Chez l’oncle Gustave où l’on m’avait mis quand j’avais huit ans, il y avait des fleurs sur le papier : des pavots rouges dans ma chambre à coucher. L’oncle disait : « Voilà la décoration qui sied à une chambre à coucher ; le pavot c’est la fleur du sommeil. » C’étaient des yeux arrachés qui ne cessaient de pleuvoir sur moi du plafond, même la nuit quand il faisait noir, même quand j’avais fermé les paupières.
Ton amie hésite entre les rouges à lèvres.
Dépêche-toi, dis-tu à voix basse.
« Que deviendrai-je ?
— Écrivain, répondait une voix comme par un téléphone mal branché. Et à qui lirai-je ce que j’écrirai ? À eux ? Ils sont trop et chacun est occupé d’autre chose. »

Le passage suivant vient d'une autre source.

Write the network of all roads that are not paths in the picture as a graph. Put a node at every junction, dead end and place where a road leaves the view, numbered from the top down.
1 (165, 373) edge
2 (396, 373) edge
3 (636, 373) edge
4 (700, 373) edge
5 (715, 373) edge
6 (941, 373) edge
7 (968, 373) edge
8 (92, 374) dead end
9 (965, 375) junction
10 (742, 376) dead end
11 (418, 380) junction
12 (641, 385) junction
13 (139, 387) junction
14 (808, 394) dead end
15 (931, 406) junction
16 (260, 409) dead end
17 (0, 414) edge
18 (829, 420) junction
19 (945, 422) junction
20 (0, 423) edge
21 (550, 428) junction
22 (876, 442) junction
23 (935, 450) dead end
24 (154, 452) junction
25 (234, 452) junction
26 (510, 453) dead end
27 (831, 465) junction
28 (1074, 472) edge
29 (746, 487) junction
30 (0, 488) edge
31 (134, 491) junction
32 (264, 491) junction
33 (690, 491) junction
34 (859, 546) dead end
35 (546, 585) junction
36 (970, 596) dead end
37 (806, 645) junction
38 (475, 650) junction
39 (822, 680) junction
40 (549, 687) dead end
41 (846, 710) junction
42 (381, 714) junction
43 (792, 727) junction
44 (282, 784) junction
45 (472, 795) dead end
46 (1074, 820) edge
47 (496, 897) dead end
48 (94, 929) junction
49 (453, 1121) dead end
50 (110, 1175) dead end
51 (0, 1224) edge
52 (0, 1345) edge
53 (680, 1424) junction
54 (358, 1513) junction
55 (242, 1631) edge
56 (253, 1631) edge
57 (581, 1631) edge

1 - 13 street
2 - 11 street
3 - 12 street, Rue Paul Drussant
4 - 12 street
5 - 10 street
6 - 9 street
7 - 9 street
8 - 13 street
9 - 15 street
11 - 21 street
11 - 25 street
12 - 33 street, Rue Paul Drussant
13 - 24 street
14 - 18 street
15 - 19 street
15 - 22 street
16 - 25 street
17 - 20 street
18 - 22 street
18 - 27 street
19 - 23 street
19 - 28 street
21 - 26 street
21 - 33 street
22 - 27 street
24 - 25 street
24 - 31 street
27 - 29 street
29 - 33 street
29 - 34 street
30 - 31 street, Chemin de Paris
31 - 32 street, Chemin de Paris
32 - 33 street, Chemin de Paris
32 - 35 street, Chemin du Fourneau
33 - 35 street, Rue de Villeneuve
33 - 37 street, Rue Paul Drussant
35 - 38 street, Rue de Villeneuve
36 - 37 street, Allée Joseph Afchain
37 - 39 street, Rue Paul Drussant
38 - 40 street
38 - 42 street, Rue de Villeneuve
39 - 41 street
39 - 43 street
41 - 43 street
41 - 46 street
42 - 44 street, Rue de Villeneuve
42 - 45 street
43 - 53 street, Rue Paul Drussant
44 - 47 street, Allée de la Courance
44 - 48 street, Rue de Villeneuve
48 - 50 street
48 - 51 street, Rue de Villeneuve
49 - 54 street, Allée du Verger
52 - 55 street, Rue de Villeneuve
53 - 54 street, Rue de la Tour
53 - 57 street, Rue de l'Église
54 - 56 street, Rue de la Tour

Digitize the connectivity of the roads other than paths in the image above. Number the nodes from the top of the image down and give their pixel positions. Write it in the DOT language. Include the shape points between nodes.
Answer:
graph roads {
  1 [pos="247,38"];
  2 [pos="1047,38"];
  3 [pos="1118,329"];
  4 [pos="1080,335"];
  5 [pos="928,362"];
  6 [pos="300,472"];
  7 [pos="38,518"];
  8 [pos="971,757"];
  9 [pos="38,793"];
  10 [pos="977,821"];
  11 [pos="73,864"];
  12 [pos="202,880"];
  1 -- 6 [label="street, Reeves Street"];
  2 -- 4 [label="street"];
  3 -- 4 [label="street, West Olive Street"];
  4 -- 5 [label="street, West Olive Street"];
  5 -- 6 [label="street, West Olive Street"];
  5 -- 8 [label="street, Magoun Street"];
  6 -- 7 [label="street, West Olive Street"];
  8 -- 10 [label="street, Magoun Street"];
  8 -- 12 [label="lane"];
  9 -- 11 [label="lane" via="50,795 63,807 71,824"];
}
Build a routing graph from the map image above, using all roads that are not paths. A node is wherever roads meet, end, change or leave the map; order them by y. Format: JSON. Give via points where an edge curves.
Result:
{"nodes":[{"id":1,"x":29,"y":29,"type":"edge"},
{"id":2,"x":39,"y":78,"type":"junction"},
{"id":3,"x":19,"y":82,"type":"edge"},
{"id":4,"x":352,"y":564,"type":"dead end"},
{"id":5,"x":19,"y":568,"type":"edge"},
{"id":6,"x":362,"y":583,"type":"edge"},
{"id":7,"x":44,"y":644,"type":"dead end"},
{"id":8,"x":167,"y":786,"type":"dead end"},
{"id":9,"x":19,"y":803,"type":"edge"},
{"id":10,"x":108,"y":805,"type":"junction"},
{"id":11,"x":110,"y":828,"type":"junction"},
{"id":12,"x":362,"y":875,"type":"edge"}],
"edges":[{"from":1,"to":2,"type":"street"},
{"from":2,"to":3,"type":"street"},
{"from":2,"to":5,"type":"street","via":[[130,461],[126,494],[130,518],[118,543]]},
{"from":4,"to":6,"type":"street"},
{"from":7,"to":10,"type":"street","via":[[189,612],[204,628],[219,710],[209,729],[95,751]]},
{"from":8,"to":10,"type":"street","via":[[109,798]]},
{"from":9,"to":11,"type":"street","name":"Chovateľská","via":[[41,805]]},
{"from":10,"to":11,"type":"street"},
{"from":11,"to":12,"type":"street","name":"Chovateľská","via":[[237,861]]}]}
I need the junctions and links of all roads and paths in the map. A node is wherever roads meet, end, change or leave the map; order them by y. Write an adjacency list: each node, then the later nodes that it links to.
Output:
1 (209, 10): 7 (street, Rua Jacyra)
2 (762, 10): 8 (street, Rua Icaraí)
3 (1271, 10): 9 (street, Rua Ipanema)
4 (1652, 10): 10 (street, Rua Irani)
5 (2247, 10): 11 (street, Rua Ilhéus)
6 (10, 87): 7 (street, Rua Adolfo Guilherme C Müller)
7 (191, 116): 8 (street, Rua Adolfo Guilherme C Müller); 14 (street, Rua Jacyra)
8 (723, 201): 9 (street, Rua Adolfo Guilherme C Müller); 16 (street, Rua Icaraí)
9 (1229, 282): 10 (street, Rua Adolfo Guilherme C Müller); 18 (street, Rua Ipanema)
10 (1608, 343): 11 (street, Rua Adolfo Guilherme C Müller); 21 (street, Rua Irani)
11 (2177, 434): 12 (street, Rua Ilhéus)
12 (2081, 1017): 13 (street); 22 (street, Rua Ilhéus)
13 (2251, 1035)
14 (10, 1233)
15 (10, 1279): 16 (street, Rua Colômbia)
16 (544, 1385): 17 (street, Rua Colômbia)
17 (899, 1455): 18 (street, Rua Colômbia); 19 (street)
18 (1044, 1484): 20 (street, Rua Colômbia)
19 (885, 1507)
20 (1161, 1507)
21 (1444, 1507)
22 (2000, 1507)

Une vendeuse approche. Ton amie te fait signe, ses yeux brillent, ses lèvres sont carmin. On y va ! La scène se déroule maintenant au ralenti : tu glisses le livre dans ta poche, avec lui tu emportes la ville, les magasins, les ateliers, l’oncle Gustave et les passants indifférents, tu cours entre les mots sur le trottoir désert.
J’ai oublié ce que j’ai lu ensuite. Peu importe. J’espère que le Z du classement par le temps sera un aussi bon roman.